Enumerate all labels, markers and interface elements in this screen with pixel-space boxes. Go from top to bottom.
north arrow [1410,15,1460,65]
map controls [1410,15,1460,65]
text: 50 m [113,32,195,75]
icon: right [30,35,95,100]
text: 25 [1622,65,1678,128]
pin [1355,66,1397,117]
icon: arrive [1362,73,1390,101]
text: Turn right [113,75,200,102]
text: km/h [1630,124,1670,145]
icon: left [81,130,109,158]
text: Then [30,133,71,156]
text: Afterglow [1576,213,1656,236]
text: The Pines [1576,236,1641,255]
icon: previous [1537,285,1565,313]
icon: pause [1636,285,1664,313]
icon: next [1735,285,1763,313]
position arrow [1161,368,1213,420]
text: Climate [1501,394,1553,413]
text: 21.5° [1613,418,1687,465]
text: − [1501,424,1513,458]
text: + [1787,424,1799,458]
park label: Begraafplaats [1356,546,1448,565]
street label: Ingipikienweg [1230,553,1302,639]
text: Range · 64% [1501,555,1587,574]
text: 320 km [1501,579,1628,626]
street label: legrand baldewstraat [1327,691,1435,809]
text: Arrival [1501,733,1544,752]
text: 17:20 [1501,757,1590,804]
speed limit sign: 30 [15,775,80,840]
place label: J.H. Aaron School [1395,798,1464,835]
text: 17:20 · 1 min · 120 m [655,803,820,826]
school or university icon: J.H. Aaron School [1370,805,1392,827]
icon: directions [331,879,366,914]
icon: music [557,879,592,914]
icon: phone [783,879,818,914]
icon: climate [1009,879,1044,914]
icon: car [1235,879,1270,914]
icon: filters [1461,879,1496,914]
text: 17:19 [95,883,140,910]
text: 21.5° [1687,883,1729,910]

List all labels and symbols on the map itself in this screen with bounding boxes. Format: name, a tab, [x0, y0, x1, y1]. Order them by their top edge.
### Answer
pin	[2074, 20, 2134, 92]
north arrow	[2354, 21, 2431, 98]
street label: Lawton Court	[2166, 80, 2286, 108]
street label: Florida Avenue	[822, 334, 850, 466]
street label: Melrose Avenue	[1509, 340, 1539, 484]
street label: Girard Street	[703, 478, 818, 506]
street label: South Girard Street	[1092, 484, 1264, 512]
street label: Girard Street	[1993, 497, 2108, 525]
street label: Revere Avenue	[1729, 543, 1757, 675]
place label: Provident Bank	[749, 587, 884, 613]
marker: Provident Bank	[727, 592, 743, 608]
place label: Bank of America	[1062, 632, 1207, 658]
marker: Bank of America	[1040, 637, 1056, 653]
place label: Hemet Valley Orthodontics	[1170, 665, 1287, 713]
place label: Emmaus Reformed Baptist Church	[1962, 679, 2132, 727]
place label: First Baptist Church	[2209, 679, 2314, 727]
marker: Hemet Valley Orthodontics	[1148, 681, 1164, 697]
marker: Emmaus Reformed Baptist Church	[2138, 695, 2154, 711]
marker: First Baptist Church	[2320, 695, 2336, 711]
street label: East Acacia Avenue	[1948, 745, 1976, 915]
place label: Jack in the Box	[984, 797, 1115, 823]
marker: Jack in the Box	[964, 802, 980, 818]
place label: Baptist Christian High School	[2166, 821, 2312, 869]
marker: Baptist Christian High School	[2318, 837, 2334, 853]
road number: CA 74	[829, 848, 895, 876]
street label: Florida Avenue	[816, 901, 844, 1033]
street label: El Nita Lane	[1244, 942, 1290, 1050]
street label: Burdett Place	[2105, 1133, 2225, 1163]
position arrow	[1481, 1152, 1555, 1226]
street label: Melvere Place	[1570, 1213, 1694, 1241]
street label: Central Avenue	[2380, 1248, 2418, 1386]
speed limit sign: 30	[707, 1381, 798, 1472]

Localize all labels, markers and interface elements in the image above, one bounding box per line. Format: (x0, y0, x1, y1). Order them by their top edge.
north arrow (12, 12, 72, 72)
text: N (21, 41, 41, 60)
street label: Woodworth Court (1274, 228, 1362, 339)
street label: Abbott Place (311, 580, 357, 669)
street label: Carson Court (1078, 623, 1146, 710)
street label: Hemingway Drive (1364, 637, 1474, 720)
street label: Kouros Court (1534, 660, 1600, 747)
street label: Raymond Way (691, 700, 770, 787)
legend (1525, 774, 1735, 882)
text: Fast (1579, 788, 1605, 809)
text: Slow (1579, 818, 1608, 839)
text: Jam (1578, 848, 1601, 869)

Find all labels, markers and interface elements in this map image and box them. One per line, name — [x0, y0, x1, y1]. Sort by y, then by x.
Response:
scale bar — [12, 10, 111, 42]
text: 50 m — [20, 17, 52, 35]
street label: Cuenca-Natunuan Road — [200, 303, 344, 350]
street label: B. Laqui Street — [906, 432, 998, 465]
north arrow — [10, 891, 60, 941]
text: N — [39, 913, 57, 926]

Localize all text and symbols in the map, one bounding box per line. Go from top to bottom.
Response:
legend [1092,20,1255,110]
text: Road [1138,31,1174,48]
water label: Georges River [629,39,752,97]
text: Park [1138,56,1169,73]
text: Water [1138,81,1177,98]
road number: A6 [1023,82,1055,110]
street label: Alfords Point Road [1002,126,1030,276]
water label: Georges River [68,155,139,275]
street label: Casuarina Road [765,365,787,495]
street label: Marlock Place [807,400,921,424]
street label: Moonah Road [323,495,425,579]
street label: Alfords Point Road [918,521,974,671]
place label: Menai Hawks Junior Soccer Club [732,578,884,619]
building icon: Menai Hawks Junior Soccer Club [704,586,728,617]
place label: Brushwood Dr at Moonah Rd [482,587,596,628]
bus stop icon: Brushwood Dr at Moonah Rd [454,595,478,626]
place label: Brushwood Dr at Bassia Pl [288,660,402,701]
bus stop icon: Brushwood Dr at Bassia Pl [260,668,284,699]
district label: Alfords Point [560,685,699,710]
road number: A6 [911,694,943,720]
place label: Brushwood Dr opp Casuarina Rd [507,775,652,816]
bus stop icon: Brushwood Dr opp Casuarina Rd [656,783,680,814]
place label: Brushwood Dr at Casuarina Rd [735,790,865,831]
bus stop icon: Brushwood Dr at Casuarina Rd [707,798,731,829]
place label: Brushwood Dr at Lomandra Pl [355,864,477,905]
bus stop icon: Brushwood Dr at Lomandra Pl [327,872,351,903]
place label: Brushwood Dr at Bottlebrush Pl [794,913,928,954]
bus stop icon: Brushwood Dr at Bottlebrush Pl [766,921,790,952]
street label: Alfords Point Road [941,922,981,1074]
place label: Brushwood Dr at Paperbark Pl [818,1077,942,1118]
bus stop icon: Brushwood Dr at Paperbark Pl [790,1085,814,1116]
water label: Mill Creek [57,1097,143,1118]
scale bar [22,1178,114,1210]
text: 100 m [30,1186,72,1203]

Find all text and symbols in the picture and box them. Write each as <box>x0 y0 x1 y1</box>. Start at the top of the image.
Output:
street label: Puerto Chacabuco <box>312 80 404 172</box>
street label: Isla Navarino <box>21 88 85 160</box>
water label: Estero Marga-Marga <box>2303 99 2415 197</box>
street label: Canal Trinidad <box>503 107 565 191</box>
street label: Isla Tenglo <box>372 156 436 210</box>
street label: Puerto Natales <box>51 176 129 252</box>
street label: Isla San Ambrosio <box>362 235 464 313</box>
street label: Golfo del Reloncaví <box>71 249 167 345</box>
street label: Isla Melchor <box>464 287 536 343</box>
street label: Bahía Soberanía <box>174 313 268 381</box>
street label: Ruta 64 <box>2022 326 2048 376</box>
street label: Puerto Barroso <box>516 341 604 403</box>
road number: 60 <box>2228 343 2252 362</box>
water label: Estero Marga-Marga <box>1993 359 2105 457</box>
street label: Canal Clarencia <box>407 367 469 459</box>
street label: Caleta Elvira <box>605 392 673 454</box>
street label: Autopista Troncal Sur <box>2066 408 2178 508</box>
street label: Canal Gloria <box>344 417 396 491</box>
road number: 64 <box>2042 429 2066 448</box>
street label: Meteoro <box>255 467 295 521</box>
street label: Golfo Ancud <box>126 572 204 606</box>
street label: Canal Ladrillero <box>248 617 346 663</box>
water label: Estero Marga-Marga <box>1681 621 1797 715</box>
++++++++++++++++++++
Task details:
Each line in the entries above, starting at the line with "Find all labels, markers" and ending at the line with "Localize all text", is to be printed exactly, and only those lines.

Problem solution:
Find all labels, markers and interface elements in this map image and box them. One per line, name — [x0, y0, x1, y1]. Sort by y, then by x.
Response:
scale bar — [12, 10, 111, 42]
text: 50 m — [20, 17, 52, 35]
street label: Cuenca-Natunuan Road — [200, 303, 344, 350]
street label: B. Laqui Street — [906, 432, 998, 465]
north arrow — [10, 891, 60, 941]
text: N — [39, 913, 57, 926]

Localize all text and symbols in the map, one bounding box per line. Go from top to bottom.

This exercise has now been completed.